(Beginning of SOURCE MATERIAL)

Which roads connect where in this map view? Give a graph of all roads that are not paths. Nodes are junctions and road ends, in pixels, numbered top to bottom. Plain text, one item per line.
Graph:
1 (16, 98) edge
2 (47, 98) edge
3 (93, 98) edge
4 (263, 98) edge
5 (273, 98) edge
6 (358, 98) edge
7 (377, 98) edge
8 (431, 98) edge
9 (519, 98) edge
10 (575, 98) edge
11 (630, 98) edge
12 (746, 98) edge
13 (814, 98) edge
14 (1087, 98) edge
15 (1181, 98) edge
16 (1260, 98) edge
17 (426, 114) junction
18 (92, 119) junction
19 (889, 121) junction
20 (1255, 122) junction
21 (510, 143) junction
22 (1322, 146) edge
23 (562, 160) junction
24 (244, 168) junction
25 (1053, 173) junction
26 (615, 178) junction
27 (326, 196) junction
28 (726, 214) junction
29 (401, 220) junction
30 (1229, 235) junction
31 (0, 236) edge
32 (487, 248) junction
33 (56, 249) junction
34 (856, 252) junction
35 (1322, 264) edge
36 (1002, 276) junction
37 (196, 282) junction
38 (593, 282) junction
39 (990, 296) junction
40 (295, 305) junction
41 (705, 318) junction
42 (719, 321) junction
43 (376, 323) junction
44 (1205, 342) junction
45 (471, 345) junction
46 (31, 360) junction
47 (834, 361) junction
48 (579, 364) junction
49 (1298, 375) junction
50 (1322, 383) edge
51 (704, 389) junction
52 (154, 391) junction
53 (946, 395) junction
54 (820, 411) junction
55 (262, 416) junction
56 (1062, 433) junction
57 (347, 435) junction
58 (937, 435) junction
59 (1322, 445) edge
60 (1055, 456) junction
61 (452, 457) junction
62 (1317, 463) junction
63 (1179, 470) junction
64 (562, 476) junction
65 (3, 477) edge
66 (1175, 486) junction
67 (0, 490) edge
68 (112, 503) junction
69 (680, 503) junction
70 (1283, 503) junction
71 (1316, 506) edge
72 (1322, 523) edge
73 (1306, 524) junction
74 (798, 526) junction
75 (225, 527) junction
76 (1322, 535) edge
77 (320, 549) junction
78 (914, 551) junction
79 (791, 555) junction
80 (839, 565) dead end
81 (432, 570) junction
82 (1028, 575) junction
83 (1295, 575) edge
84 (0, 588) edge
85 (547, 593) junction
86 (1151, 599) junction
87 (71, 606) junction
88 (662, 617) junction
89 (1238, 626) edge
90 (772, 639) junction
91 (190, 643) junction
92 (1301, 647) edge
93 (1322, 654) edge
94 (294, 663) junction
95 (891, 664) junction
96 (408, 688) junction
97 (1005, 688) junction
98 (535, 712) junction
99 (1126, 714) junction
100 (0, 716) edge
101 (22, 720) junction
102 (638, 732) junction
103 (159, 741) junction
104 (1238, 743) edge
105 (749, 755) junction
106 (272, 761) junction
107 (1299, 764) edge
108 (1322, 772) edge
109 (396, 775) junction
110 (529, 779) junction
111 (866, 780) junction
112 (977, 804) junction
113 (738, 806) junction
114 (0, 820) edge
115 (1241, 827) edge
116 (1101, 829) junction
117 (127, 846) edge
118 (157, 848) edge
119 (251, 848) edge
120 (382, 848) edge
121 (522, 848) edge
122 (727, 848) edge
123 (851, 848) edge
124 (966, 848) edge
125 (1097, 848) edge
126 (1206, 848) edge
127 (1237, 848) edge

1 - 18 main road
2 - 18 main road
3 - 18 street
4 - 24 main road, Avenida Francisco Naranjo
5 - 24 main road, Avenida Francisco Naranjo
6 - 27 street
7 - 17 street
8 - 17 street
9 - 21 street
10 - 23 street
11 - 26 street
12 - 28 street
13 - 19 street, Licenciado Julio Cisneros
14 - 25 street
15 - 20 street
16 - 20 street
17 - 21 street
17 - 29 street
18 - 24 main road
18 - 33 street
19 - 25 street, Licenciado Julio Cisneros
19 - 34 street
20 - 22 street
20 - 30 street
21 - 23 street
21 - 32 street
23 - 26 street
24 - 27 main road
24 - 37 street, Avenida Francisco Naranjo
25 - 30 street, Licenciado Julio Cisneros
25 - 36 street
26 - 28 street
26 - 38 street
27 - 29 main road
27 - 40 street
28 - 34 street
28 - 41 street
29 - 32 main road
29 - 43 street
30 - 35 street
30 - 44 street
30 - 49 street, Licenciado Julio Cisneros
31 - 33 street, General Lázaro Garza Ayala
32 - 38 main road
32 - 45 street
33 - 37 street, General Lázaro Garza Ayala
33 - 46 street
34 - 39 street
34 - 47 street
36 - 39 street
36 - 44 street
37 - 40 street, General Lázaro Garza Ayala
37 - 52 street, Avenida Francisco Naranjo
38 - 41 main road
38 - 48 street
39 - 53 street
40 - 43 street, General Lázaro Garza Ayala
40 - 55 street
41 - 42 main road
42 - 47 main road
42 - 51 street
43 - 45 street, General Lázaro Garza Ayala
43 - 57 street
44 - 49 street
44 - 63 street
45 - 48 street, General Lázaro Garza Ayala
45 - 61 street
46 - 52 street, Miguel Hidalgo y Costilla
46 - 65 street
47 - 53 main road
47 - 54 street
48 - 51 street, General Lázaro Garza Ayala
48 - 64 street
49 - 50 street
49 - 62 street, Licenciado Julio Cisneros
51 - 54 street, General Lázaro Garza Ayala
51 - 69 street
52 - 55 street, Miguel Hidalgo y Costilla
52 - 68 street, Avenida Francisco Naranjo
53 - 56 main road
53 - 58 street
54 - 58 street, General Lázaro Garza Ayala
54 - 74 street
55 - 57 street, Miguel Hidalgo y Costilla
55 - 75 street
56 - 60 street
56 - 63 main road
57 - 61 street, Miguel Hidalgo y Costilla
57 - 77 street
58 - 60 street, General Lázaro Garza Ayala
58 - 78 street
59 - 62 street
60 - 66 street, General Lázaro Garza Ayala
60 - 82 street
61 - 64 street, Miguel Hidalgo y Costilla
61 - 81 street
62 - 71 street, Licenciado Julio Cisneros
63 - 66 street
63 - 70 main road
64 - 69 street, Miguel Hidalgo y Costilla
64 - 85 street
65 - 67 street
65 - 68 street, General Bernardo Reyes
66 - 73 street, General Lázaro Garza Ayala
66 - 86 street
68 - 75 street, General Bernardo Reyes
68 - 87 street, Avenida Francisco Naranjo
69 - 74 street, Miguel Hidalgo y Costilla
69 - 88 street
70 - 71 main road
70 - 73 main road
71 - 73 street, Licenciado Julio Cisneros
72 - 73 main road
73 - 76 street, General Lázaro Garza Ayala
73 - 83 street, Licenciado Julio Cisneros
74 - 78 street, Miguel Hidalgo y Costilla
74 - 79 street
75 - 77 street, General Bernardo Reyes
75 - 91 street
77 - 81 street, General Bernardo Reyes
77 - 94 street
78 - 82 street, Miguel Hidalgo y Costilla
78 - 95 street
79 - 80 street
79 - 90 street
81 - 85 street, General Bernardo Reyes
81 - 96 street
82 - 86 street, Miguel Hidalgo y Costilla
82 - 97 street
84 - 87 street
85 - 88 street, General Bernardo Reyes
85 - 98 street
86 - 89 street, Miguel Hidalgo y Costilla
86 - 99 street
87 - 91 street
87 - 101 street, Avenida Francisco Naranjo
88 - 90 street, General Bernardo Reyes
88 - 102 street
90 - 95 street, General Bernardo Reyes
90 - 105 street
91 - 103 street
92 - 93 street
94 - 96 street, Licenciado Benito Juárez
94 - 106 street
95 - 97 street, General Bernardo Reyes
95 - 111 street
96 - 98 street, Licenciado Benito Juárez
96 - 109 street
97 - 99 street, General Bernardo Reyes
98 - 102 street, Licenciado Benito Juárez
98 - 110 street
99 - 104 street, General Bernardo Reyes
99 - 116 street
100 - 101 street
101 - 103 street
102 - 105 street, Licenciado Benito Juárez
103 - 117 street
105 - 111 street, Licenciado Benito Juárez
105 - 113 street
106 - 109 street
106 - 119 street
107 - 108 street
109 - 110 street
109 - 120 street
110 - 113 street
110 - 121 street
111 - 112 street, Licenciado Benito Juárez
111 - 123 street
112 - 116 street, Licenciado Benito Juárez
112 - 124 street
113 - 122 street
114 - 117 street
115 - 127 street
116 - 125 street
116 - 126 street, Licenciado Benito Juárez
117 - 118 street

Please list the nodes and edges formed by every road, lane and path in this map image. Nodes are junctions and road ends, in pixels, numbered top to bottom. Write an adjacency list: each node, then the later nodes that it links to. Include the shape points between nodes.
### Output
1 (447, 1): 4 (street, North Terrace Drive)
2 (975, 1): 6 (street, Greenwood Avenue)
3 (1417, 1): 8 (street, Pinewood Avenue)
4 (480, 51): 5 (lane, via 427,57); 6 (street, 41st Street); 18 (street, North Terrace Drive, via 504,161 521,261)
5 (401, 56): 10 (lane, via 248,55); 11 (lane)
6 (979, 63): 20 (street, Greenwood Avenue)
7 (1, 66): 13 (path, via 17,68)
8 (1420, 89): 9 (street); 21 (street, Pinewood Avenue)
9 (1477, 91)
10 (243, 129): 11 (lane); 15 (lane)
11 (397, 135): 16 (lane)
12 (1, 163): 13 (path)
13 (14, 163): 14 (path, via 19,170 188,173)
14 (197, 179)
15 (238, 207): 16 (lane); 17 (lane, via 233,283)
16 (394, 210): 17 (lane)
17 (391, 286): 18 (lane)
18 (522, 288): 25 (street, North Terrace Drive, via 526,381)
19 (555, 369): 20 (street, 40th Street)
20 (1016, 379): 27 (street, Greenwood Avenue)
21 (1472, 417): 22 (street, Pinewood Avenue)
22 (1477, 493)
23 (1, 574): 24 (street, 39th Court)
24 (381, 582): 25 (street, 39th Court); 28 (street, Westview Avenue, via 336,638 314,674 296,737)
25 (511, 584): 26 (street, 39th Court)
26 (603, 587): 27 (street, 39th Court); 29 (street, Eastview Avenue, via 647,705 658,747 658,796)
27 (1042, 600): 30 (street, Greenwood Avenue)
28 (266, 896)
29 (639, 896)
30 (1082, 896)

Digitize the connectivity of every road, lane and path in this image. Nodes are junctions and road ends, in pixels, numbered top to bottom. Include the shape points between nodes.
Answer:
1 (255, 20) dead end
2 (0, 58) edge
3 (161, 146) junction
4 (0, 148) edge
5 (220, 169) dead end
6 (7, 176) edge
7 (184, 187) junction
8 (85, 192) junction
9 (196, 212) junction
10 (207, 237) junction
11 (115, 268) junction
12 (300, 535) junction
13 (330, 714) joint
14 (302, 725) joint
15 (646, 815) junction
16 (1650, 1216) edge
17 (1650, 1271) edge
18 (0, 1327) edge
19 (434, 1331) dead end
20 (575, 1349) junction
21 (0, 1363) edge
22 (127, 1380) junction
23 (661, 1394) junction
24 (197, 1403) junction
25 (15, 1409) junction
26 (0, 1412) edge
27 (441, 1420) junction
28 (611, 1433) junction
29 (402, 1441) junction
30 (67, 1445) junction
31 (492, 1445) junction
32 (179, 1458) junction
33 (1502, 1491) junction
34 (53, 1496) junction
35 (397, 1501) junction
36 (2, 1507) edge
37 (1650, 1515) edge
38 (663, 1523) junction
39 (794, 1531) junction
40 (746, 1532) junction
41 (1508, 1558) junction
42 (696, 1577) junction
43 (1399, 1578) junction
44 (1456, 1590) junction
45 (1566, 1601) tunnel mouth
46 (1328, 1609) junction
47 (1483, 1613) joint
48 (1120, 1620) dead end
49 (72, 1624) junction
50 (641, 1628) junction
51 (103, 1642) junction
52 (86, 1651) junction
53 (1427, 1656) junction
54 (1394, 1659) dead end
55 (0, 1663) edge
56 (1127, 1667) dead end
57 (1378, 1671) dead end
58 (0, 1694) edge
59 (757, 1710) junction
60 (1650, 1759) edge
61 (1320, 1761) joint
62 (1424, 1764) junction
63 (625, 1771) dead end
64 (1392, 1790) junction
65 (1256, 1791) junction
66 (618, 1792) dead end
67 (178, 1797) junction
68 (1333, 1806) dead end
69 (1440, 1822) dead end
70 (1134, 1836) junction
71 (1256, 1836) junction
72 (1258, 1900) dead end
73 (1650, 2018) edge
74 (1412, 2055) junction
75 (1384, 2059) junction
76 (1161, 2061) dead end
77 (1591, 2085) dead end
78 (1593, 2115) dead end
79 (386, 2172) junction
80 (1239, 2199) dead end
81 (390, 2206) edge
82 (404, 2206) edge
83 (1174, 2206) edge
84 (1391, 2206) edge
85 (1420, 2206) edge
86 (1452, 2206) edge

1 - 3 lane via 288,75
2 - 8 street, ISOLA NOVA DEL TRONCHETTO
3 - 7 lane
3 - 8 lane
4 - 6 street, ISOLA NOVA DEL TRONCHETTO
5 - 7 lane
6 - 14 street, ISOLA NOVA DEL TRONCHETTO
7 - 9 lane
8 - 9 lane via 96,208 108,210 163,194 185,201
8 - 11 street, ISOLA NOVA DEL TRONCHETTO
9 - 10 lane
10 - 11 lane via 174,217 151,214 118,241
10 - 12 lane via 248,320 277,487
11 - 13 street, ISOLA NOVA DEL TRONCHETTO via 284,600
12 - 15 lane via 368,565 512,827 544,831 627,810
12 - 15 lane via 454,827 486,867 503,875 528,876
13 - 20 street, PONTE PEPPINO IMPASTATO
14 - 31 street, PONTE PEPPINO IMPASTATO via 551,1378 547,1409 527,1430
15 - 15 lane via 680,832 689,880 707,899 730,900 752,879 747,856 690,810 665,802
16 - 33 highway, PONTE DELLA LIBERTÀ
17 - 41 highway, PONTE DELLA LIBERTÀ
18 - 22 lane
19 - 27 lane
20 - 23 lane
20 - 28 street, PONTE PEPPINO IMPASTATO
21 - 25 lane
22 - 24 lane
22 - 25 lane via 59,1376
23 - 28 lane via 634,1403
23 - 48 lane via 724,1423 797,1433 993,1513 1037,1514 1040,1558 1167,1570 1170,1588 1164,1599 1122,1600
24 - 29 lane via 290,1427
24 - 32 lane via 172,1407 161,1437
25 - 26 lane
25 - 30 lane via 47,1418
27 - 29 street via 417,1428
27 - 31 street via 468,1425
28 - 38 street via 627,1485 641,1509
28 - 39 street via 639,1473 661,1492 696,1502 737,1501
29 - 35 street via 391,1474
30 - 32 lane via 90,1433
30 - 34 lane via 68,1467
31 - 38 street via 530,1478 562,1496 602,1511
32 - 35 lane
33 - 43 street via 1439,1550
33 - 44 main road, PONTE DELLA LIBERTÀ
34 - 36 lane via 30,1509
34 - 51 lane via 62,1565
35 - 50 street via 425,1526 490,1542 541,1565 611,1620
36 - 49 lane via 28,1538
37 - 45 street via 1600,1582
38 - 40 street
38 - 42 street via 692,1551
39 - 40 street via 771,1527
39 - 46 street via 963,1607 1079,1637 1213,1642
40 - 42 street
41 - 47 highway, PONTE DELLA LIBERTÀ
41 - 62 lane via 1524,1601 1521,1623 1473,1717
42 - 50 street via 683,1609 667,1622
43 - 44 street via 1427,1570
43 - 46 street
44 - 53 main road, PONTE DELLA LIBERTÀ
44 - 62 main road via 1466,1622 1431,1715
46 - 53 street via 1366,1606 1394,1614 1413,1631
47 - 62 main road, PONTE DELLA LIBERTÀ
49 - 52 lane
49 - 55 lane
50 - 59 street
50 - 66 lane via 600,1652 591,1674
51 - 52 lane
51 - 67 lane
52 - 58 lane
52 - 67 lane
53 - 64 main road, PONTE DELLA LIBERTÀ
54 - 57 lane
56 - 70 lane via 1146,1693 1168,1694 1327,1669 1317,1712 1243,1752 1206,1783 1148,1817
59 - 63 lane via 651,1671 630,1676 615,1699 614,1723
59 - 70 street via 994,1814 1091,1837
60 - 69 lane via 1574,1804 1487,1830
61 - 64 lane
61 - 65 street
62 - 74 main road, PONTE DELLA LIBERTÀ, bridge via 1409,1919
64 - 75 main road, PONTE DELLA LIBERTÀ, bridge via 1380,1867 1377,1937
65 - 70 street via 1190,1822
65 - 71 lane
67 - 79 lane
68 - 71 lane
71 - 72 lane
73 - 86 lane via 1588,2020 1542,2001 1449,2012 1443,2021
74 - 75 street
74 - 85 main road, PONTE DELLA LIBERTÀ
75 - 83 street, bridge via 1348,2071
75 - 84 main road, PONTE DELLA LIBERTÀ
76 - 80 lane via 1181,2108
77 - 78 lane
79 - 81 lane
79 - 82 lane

(End of SOURCE MATERIAL)

WORK REQUIRED: Retype only this portion of the data above: the line containing "Please list the", the line containing "Digitize the connectivity", and all lines between them, exactly.

REPLY:
Please list the nodes and edges formed by every road, lane and path in this map image. Nodes are junctions and road ends, in pixels, numbered top to bottom. Write an adjacency list: each node, then the later nodes that it links to. Include the shape points between nodes.
### Output
1 (447, 1): 4 (street, North Terrace Drive)
2 (975, 1): 6 (street, Greenwood Avenue)
3 (1417, 1): 8 (street, Pinewood Avenue)
4 (480, 51): 5 (lane, via 427,57); 6 (street, 41st Street); 18 (street, North Terrace Drive, via 504,161 521,261)
5 (401, 56): 10 (lane, via 248,55); 11 (lane)
6 (979, 63): 20 (street, Greenwood Avenue)
7 (1, 66): 13 (path, via 17,68)
8 (1420, 89): 9 (street); 21 (street, Pinewood Avenue)
9 (1477, 91)
10 (243, 129): 11 (lane); 15 (lane)
11 (397, 135): 16 (lane)
12 (1, 163): 13 (path)
13 (14, 163): 14 (path, via 19,170 188,173)
14 (197, 179)
15 (238, 207): 16 (lane); 17 (lane, via 233,283)
16 (394, 210): 17 (lane)
17 (391, 286): 18 (lane)
18 (522, 288): 25 (street, North Terrace Drive, via 526,381)
19 (555, 369): 20 (street, 40th Street)
20 (1016, 379): 27 (street, Greenwood Avenue)
21 (1472, 417): 22 (street, Pinewood Avenue)
22 (1477, 493)
23 (1, 574): 24 (street, 39th Court)
24 (381, 582): 25 (street, 39th Court); 28 (street, Westview Avenue, via 336,638 314,674 296,737)
25 (511, 584): 26 (street, 39th Court)
26 (603, 587): 27 (street, 39th Court); 29 (street, Eastview Avenue, via 647,705 658,747 658,796)
27 (1042, 600): 30 (street, Greenwood Avenue)
28 (266, 896)
29 (639, 896)
30 (1082, 896)

Digitize the connectivity of every road, lane and path in this image. Nodes are junctions and road ends, in pixels, numbered top to bottom. Include the shape points between nodes.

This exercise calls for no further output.